-- Supplied information follows --

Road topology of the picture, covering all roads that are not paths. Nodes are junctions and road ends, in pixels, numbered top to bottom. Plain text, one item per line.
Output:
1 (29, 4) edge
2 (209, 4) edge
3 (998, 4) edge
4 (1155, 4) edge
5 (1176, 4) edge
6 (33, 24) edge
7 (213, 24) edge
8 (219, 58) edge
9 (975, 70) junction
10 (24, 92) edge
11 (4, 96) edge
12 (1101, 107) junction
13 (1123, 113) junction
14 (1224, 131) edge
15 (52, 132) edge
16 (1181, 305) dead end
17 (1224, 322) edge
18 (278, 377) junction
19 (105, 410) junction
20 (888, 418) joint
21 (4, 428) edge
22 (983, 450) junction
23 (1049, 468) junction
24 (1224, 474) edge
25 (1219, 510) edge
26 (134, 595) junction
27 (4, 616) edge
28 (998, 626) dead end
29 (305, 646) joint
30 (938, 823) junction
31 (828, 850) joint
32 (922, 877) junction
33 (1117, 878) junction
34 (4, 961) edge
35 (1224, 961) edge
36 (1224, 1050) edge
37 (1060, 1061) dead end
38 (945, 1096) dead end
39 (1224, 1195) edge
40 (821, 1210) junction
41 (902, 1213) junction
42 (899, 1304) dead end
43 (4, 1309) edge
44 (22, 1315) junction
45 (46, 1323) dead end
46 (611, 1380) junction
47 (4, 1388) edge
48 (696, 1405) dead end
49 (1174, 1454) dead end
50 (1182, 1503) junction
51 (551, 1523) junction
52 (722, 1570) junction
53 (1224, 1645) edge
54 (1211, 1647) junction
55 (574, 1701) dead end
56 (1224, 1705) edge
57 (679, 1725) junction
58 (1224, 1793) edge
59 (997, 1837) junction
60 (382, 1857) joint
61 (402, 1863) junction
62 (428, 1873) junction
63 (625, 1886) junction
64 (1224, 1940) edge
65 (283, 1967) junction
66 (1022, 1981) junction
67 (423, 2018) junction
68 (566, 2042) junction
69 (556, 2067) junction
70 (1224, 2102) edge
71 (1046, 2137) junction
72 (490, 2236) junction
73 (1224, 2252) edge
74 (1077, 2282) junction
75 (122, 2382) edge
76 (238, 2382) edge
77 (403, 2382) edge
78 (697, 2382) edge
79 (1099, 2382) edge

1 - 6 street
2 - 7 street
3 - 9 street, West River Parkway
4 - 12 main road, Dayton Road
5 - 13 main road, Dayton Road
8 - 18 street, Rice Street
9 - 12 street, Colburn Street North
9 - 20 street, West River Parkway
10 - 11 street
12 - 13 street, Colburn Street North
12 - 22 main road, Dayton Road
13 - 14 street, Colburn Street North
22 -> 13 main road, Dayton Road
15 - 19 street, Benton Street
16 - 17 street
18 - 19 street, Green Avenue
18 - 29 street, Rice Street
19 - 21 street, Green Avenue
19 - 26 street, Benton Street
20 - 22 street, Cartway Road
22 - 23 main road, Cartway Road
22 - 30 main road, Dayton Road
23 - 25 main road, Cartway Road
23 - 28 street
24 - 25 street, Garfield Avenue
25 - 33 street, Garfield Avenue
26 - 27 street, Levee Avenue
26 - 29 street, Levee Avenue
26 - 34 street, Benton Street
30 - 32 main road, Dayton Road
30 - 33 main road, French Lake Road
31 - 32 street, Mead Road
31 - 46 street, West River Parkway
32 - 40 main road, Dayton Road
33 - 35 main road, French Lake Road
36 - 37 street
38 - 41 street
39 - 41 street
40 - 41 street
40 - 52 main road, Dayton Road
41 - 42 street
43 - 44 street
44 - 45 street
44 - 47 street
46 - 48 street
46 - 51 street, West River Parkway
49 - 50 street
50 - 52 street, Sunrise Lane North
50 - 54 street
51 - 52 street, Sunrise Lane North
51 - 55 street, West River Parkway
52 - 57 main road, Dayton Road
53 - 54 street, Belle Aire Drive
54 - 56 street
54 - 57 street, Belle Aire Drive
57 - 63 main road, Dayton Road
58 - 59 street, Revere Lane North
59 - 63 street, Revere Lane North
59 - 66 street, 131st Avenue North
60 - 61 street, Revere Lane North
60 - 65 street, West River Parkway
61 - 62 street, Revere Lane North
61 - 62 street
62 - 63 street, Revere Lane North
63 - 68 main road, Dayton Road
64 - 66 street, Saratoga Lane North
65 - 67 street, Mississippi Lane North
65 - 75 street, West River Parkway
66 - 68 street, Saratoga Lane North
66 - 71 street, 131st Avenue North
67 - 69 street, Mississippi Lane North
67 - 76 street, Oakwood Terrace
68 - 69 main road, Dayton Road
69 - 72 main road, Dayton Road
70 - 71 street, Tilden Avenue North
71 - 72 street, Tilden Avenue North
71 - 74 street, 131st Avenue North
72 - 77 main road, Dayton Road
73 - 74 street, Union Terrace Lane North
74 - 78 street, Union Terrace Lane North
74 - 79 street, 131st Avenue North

-- Supplied information concluded --

* [Problem to work on]
Every entry must be duplicated exactly as it stands.

* [Response area]
Road topology of the picture, covering all roads that are not paths. Nodes are junctions and road ends, in pixels, numbered top to bottom. Plain text, one item per line.
Output:
1 (29, 4) edge
2 (209, 4) edge
3 (998, 4) edge
4 (1155, 4) edge
5 (1176, 4) edge
6 (33, 24) edge
7 (213, 24) edge
8 (219, 58) edge
9 (975, 70) junction
10 (24, 92) edge
11 (4, 96) edge
12 (1101, 107) junction
13 (1123, 113) junction
14 (1224, 131) edge
15 (52, 132) edge
16 (1181, 305) dead end
17 (1224, 322) edge
18 (278, 377) junction
19 (105, 410) junction
20 (888, 418) joint
21 (4, 428) edge
22 (983, 450) junction
23 (1049, 468) junction
24 (1224, 474) edge
25 (1219, 510) edge
26 (134, 595) junction
27 (4, 616) edge
28 (998, 626) dead end
29 (305, 646) joint
30 (938, 823) junction
31 (828, 850) joint
32 (922, 877) junction
33 (1117, 878) junction
34 (4, 961) edge
35 (1224, 961) edge
36 (1224, 1050) edge
37 (1060, 1061) dead end
38 (945, 1096) dead end
39 (1224, 1195) edge
40 (821, 1210) junction
41 (902, 1213) junction
42 (899, 1304) dead end
43 (4, 1309) edge
44 (22, 1315) junction
45 (46, 1323) dead end
46 (611, 1380) junction
47 (4, 1388) edge
48 (696, 1405) dead end
49 (1174, 1454) dead end
50 (1182, 1503) junction
51 (551, 1523) junction
52 (722, 1570) junction
53 (1224, 1645) edge
54 (1211, 1647) junction
55 (574, 1701) dead end
56 (1224, 1705) edge
57 (679, 1725) junction
58 (1224, 1793) edge
59 (997, 1837) junction
60 (382, 1857) joint
61 (402, 1863) junction
62 (428, 1873) junction
63 (625, 1886) junction
64 (1224, 1940) edge
65 (283, 1967) junction
66 (1022, 1981) junction
67 (423, 2018) junction
68 (566, 2042) junction
69 (556, 2067) junction
70 (1224, 2102) edge
71 (1046, 2137) junction
72 (490, 2236) junction
73 (1224, 2252) edge
74 (1077, 2282) junction
75 (122, 2382) edge
76 (238, 2382) edge
77 (403, 2382) edge
78 (697, 2382) edge
79 (1099, 2382) edge

1 - 6 street
2 - 7 street
3 - 9 street, West River Parkway
4 - 12 main road, Dayton Road
5 - 13 main road, Dayton Road
8 - 18 street, Rice Street
9 - 12 street, Colburn Street North
9 - 20 street, West River Parkway
10 - 11 street
12 - 13 street, Colburn Street North
12 - 22 main road, Dayton Road
13 - 14 street, Colburn Street North
22 -> 13 main road, Dayton Road
15 - 19 street, Benton Street
16 - 17 street
18 - 19 street, Green Avenue
18 - 29 street, Rice Street
19 - 21 street, Green Avenue
19 - 26 street, Benton Street
20 - 22 street, Cartway Road
22 - 23 main road, Cartway Road
22 - 30 main road, Dayton Road
23 - 25 main road, Cartway Road
23 - 28 street
24 - 25 street, Garfield Avenue
25 - 33 street, Garfield Avenue
26 - 27 street, Levee Avenue
26 - 29 street, Levee Avenue
26 - 34 street, Benton Street
30 - 32 main road, Dayton Road
30 - 33 main road, French Lake Road
31 - 32 street, Mead Road
31 - 46 street, West River Parkway
32 - 40 main road, Dayton Road
33 - 35 main road, French Lake Road
36 - 37 street
38 - 41 street
39 - 41 street
40 - 41 street
40 - 52 main road, Dayton Road
41 - 42 street
43 - 44 street
44 - 45 street
44 - 47 street
46 - 48 street
46 - 51 street, West River Parkway
49 - 50 street
50 - 52 street, Sunrise Lane North
50 - 54 street
51 - 52 street, Sunrise Lane North
51 - 55 street, West River Parkway
52 - 57 main road, Dayton Road
53 - 54 street, Belle Aire Drive
54 - 56 street
54 - 57 street, Belle Aire Drive
57 - 63 main road, Dayton Road
58 - 59 street, Revere Lane North
59 - 63 street, Revere Lane North
59 - 66 street, 131st Avenue North
60 - 61 street, Revere Lane North
60 - 65 street, West River Parkway
61 - 62 street, Revere Lane North
61 - 62 street
62 - 63 street, Revere Lane North
63 - 68 main road, Dayton Road
64 - 66 street, Saratoga Lane North
65 - 67 street, Mississippi Lane North
65 - 75 street, West River Parkway
66 - 68 street, Saratoga Lane North
66 - 71 street, 131st Avenue North
67 - 69 street, Mississippi Lane North
67 - 76 street, Oakwood Terrace
68 - 69 main road, Dayton Road
69 - 72 main road, Dayton Road
70 - 71 street, Tilden Avenue North
71 - 72 street, Tilden Avenue North
71 - 74 street, 131st Avenue North
72 - 77 main road, Dayton Road
73 - 74 street, Union Terrace Lane North
74 - 78 street, Union Terrace Lane North
74 - 79 street, 131st Avenue North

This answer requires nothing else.